━━━━━ ENTRIES PROVIDED ━━━━━
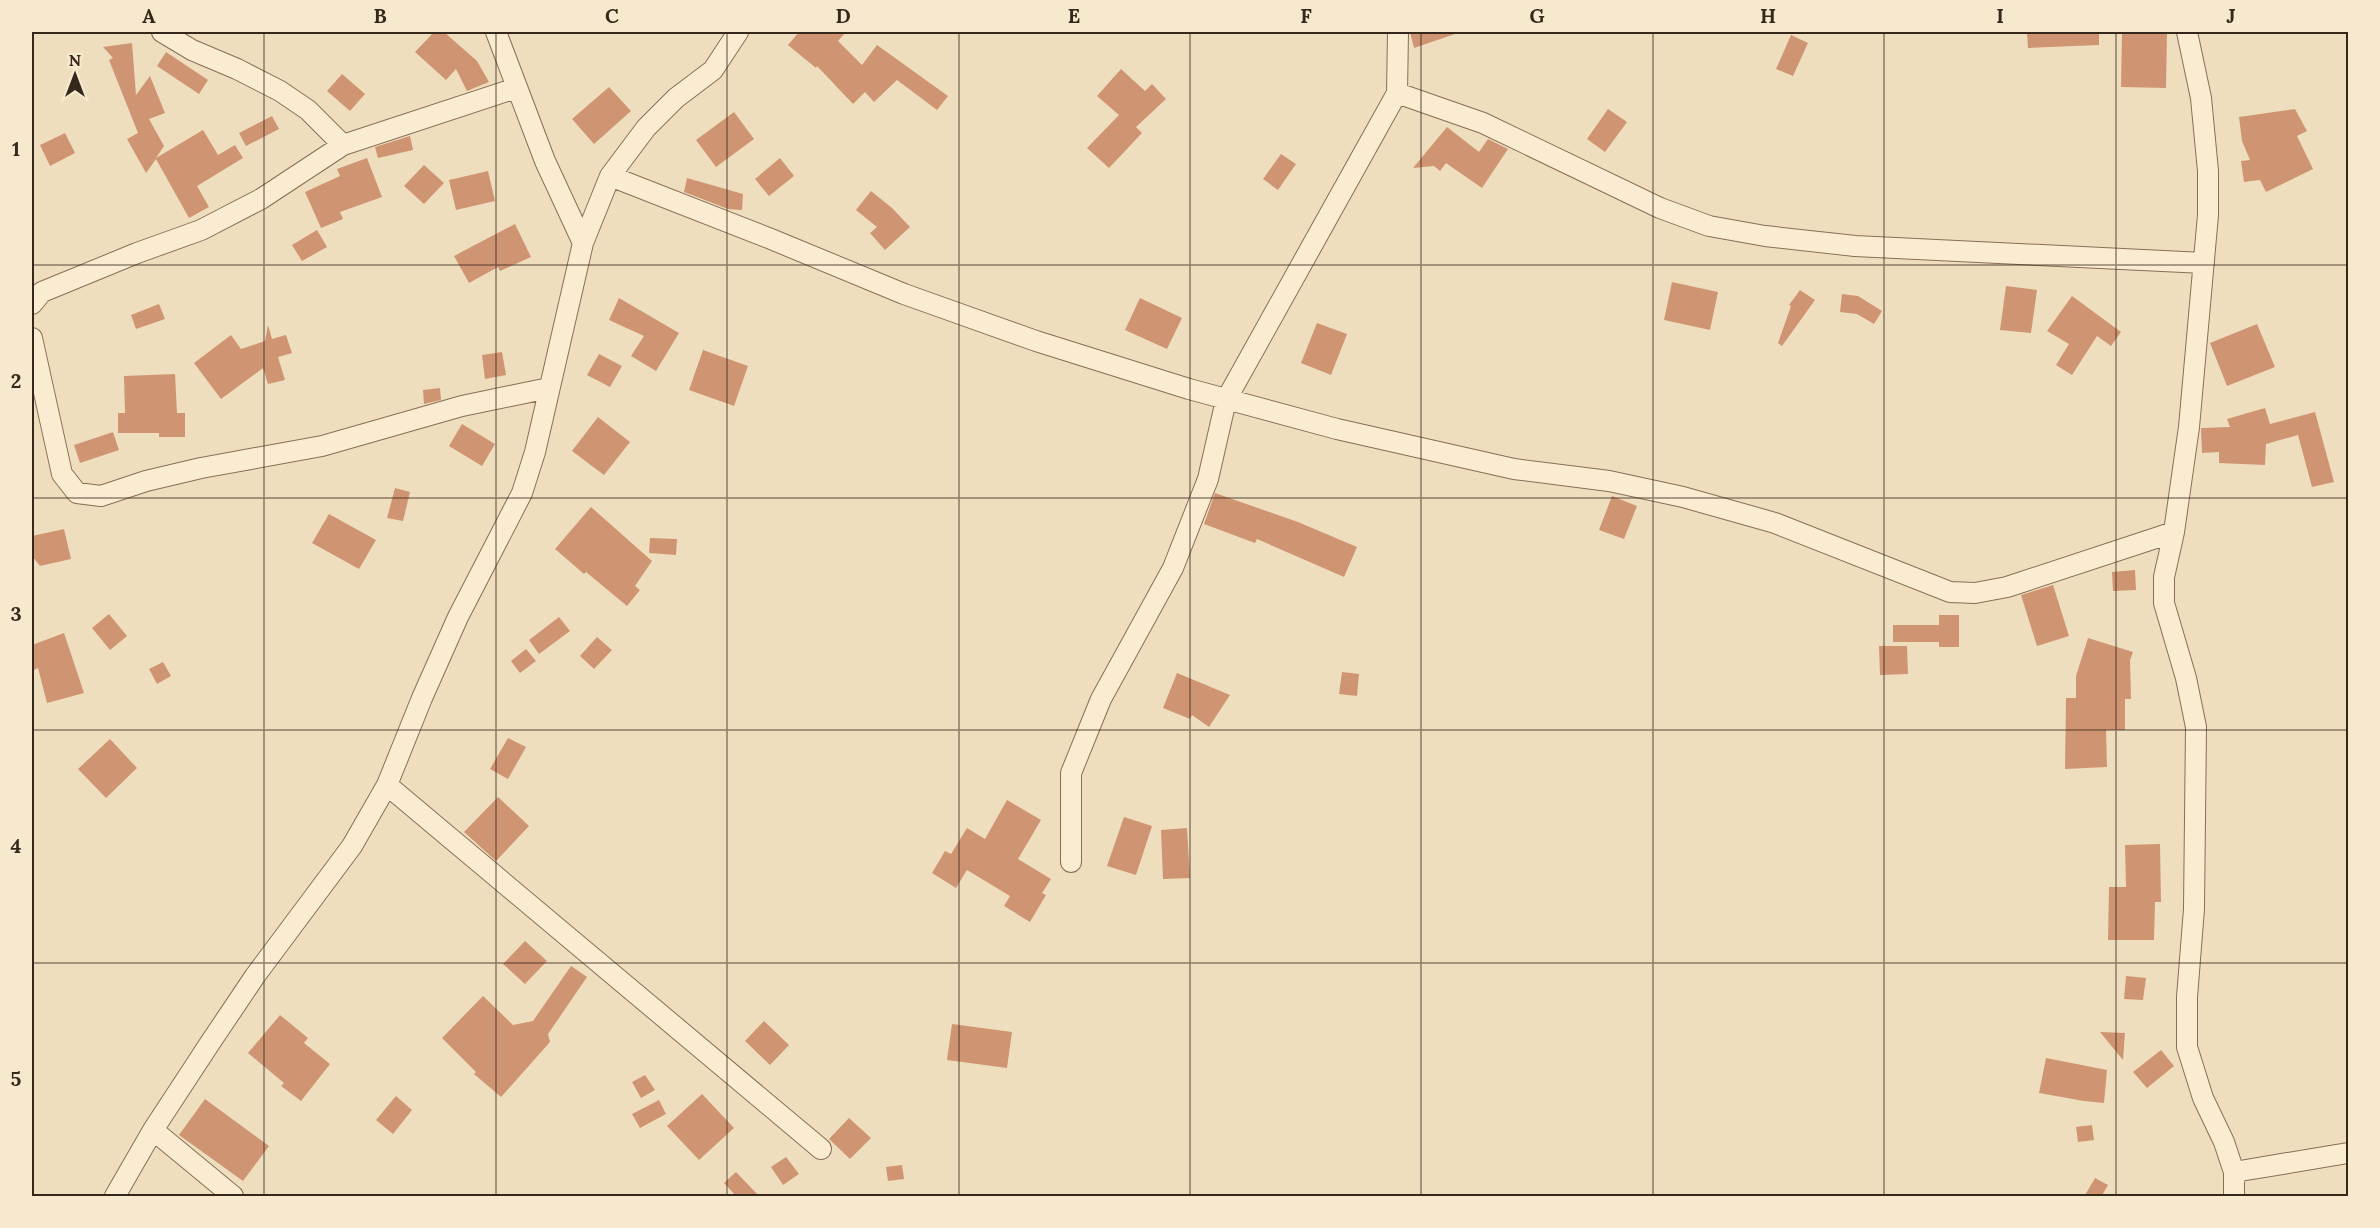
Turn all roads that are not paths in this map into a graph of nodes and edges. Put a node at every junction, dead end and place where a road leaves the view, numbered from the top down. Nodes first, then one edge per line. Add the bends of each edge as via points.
1 (162, 32) edge
2 (496, 32) edge
3 (738, 32) edge
4 (1398, 32) edge
5 (2187, 32) edge
6 (516, 88) junction
7 (1397, 93) junction
8 (342, 145) junction
9 (610, 176) junction
10 (583, 243) junction
11 (2204, 263) junction
12 (32, 304) edge
13 (32, 338) edge
14 (549, 388) junction
15 (1226, 400) junction
16 (2174, 532) junction
17 (387, 785) junction
18 (1071, 862) dead end
19 (153, 1130) junction
20 (822, 1149) dead end
21 (2349, 1153) edge
22 (2235, 1172) junction
23 (115, 1197) edge
24 (233, 1197) edge
25 (2234, 1197) edge

1 - 8 street via 280,91 308,110
2 - 6 street
3 - 9 street via 713,70 676,98 646,128
4 - 7 street
5 - 11 street via 2201,98 2208,171
6 - 8 street
6 - 10 street
7 - 11 street via 1483,123 1660,208 1709,226 1855,246
7 - 15 street
8 - 12 street via 261,200 211,225 42,292
9 - 10 street
9 - 15 street via 904,294 1036,341
10 - 14 street
11 - 16 street via 2189,427
13 - 14 street via 62,474 77,493 101,496 146,481 322,446 462,406
14 - 17 street via 522,493 458,617
15 - 16 street via 1514,469 1610,481 1683,497 1775,523 1950,591 1975,593 2007,587
15 - 18 street via 1208,479 1173,568 1101,699 1071,772
16 - 22 street via 2164,577 2164,603 2196,727 2194,909 2187,1047 2203,1098
17 - 19 street via 352,846 255,976
17 - 20 street
19 - 23 street
19 - 24 street
21 - 22 street
22 - 25 street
━━━━━
## TRY IT
For every entry above, write it out exactly and remove any image.

## EXPECTED ANSWER
Turn all roads that are not paths in this map into a graph of nodes and edges. Put a node at every junction, dead end and place where a road leaves the view, numbered from the top down. Nodes first, then one edge per line. Add the bends of each edge as via points.
1 (162, 32) edge
2 (496, 32) edge
3 (738, 32) edge
4 (1398, 32) edge
5 (2187, 32) edge
6 (516, 88) junction
7 (1397, 93) junction
8 (342, 145) junction
9 (610, 176) junction
10 (583, 243) junction
11 (2204, 263) junction
12 (32, 304) edge
13 (32, 338) edge
14 (549, 388) junction
15 (1226, 400) junction
16 (2174, 532) junction
17 (387, 785) junction
18 (1071, 862) dead end
19 (153, 1130) junction
20 (822, 1149) dead end
21 (2349, 1153) edge
22 (2235, 1172) junction
23 (115, 1197) edge
24 (233, 1197) edge
25 (2234, 1197) edge

1 - 8 street via 280,91 308,110
2 - 6 street
3 - 9 street via 713,70 676,98 646,128
4 - 7 street
5 - 11 street via 2201,98 2208,171
6 - 8 street
6 - 10 street
7 - 11 street via 1483,123 1660,208 1709,226 1855,246
7 - 15 street
8 - 12 street via 261,200 211,225 42,292
9 - 10 street
9 - 15 street via 904,294 1036,341
10 - 14 street
11 - 16 street via 2189,427
13 - 14 street via 62,474 77,493 101,496 146,481 322,446 462,406
14 - 17 street via 522,493 458,617
15 - 16 street via 1514,469 1610,481 1683,497 1775,523 1950,591 1975,593 2007,587
15 - 18 street via 1208,479 1173,568 1101,699 1071,772
16 - 22 street via 2164,577 2164,603 2196,727 2194,909 2187,1047 2203,1098
17 - 19 street via 352,846 255,976
17 - 20 street
19 - 23 street
19 - 24 street
21 - 22 street
22 - 25 street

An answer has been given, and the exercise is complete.